(Dataset items)
☆ ☆ ☆ ☆

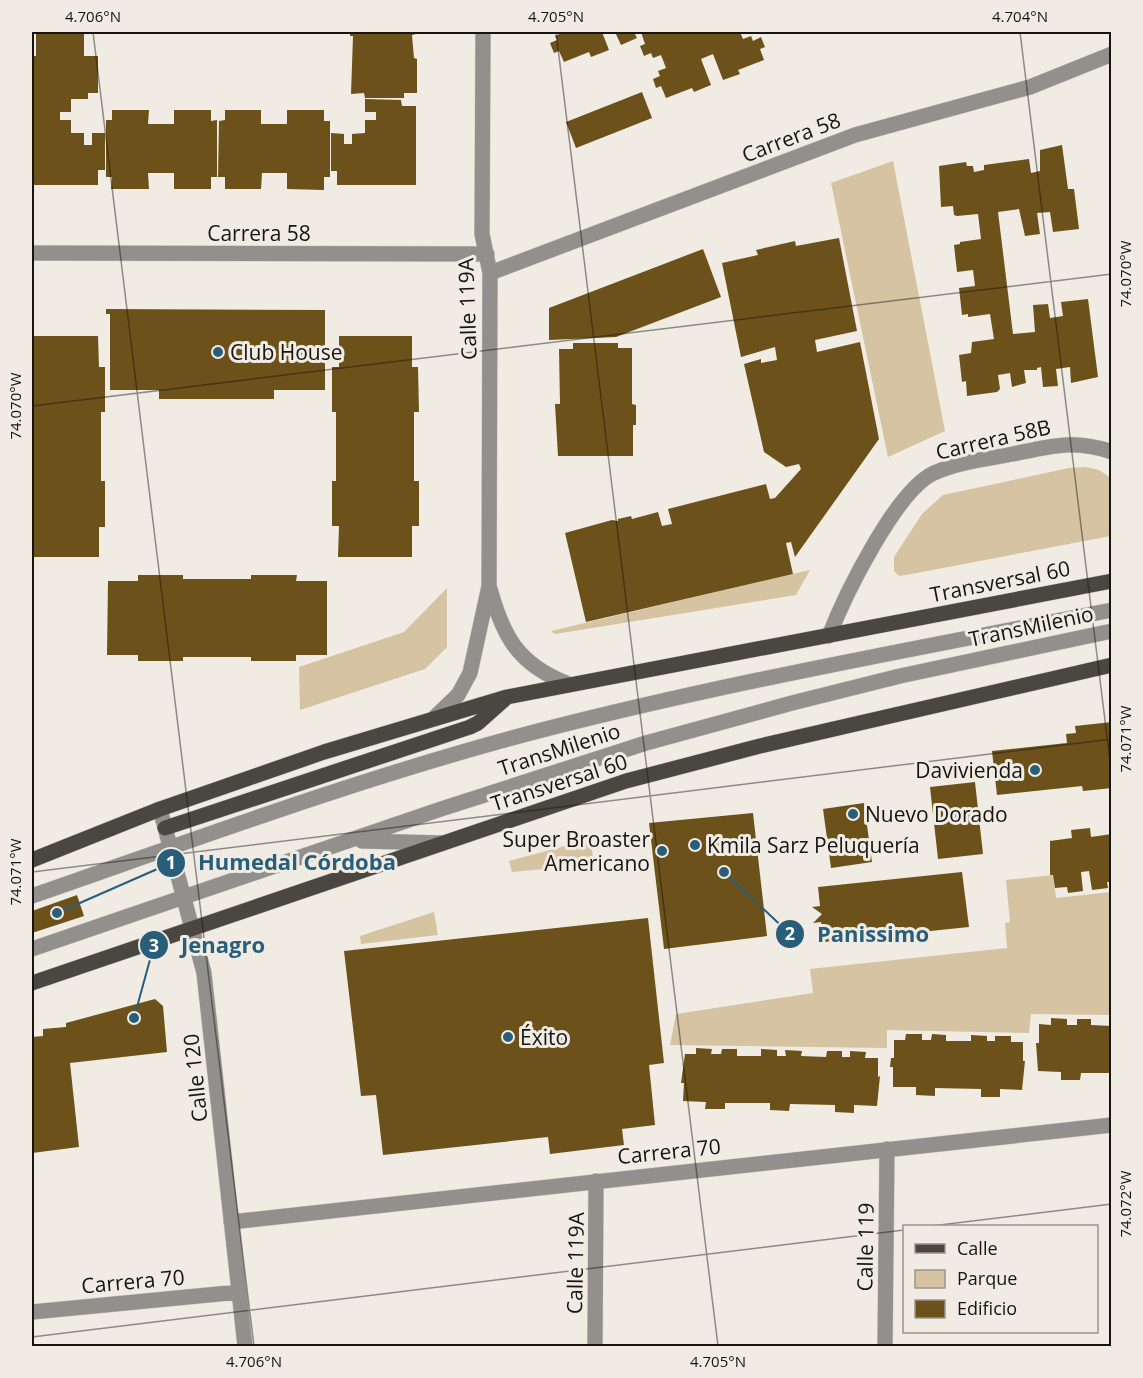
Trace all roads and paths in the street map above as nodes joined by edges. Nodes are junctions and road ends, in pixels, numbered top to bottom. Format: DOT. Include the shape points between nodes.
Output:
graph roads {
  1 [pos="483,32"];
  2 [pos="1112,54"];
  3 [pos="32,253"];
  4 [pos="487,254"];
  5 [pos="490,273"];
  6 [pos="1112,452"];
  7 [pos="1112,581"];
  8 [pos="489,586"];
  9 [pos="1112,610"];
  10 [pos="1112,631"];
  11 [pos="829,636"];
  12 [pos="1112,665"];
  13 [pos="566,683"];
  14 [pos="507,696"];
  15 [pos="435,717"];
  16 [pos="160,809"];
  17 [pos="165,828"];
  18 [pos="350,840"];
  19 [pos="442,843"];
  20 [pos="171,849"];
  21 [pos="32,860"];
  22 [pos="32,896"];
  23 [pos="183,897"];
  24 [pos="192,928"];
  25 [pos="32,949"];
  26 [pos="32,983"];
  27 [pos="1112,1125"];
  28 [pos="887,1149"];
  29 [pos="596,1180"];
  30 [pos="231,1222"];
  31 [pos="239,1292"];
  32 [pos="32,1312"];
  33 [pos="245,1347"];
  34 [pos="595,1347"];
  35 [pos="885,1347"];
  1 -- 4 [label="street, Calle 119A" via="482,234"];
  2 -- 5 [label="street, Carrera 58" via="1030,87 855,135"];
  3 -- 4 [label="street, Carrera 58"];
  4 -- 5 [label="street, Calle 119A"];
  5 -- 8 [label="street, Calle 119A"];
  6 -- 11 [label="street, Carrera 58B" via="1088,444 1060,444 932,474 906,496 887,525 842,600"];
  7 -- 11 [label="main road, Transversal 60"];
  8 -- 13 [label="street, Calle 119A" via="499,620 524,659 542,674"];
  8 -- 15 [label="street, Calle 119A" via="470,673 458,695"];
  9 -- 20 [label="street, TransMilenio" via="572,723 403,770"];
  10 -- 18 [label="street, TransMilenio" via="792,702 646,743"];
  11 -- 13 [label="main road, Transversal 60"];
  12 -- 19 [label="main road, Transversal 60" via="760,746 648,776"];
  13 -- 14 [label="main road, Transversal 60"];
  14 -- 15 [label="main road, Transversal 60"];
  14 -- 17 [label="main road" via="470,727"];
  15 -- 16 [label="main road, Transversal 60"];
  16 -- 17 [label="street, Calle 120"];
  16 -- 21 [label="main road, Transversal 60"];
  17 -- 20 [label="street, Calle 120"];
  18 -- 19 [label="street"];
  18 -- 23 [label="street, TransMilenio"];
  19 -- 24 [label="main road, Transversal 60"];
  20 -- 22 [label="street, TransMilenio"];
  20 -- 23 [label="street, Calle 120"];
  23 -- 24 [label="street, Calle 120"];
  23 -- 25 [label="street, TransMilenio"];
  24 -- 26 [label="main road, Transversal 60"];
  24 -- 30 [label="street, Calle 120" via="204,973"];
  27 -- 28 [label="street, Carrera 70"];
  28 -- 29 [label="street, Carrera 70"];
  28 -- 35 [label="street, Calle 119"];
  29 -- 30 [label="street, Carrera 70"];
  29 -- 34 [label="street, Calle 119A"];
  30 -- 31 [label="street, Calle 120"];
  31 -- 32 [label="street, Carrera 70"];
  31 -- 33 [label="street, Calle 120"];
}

☆ ☆ ☆ ☆

• **ASSIGNMENT**: Identify the lines above that contain the word "Carrera", then copy them.

• **RESPONSE**:
  2 -- 5 [label="street, Carrera 58" via="1030,87 855,135"];
  3 -- 4 [label="street, Carrera 58"];
  6 -- 11 [label="street, Carrera 58B" via="1088,444 1060,444 932,474 906,496 887,525 842,600"];
  27 -- 28 [label="street, Carrera 70"];
  28 -- 29 [label="street, Carrera 70"];
  29 -- 30 [label="street, Carrera 70"];
  31 -- 32 [label="street, Carrera 70"];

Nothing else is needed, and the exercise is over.